En nuestra entrega de la semana pasada decíamos que en Quilmes se discute el poder, y esa es la base del estado permanente de crisis que surge en la superficie. Repasábamos el escenario cuando tras bambalinas, se desarrollaba una historia impensada.
El relato del concejal del PRO, José María Salustio, fue invitado a alinearse prolijamente con el oficialismo K como condición para que su empresa pueda continuar ofreciéndole servicios a Aysa, sigue siendo la más escuchada en los diferentes ámbitos políticos de la ciudad.
La empresa Cosugas representa el concepto que Salustio tiene de la política, y ahora aparece como recibiendo el mismo trato desde la vereda del oficialismo. La determinación del concejal, quebró el empate habilitando la llegada de un representante del oficialismo a la presidencia del Deliberante.

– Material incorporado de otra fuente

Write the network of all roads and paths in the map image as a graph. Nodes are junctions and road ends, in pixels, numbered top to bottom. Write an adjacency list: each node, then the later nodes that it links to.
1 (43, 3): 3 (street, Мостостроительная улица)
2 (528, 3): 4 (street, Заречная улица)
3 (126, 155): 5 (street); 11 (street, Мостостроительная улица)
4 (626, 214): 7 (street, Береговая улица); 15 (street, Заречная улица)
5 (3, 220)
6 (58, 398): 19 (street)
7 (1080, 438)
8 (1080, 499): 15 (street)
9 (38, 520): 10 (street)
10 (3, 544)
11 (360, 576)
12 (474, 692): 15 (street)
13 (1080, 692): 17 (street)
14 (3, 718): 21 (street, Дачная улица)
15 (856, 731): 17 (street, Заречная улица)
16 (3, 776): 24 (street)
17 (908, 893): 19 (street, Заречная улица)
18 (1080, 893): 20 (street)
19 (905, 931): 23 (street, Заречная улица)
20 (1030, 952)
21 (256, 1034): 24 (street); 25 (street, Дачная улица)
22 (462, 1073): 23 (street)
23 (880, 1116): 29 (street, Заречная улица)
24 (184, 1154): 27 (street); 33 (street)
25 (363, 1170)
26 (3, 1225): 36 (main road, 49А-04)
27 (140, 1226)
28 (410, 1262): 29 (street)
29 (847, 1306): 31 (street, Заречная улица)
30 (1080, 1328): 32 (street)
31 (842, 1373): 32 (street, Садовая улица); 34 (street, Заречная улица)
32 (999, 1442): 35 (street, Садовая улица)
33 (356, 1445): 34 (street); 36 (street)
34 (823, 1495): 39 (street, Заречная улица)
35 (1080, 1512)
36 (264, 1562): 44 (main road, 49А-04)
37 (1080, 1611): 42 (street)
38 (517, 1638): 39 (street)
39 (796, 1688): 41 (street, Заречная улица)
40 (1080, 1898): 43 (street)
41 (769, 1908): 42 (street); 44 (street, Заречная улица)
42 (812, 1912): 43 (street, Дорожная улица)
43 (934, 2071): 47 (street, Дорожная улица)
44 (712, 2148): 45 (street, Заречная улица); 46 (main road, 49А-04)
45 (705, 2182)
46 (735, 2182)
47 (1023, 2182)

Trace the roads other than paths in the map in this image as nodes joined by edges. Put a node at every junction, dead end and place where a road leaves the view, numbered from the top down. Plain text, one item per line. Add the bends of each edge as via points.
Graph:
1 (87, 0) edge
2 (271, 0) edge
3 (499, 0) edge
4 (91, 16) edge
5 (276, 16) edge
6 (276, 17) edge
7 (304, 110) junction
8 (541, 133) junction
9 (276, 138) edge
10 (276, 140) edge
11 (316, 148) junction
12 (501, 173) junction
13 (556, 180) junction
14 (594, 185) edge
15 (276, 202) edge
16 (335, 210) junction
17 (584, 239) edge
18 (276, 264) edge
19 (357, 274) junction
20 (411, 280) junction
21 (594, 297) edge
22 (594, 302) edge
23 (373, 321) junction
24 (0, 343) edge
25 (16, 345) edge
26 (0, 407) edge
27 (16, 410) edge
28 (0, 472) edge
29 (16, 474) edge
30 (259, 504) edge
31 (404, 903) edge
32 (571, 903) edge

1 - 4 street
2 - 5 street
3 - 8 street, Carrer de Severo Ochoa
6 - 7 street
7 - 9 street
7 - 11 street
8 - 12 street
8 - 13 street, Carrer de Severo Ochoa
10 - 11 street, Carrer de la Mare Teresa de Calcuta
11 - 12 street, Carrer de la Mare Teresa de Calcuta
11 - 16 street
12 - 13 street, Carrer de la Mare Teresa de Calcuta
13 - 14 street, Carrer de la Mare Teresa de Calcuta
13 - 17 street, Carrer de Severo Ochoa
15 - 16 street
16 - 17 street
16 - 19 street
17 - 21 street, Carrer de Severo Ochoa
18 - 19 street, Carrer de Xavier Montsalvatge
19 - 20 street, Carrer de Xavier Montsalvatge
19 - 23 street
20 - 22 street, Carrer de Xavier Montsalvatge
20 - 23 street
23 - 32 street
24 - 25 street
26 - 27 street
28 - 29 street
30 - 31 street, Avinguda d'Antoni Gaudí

Nada de lo ocurrido puede inscribirse en la galería de hechos honorables. Por el contrario, se trata de un paso inspirado en la estricta urgencia del uso del poder.
DE CARA AL 2011
Desde ahora en adelante, el gobierno local iniciará el último capítulo político previo a la campaña electoral camino al 2011. Se trata de un desafío con características propias, cuyos lineamientos centrales seguramente quedarán reflejados en el discurso que el jefe Comunal ofrezca el mismo día que se concrete el recambio de autoridades. Para algunos se tratará de un relanzamiento de la gestión, una vez superada la coyuntura política adversa.
Fuentes allegadas al Intendente, dejan traslucir que la administración anota su dificultad de relación con los sectores medios, mayoritarios en el distrito. Aunque, apuntan a la división de la oposición, que se viene repitiendo en cada llamado electoral, como la llave que le permita lograr la reelección en el 2011.
No obstante, hay costados de la administración que actúan como si Gutiérrez todavía no le hubiera contado a la ciudad cuál es su proyecto político. De ahí la relativa expectativa que despierta escucharlo cuando hable extensamente en estos días.
Desde esta columna hemos insistido con la idea que en realidad, Gutiérrez no ha expuesto su ideario político de una forma clara, y de ahí que haya acciones de gobierno que generen dificultades a la hora de catalogarlas.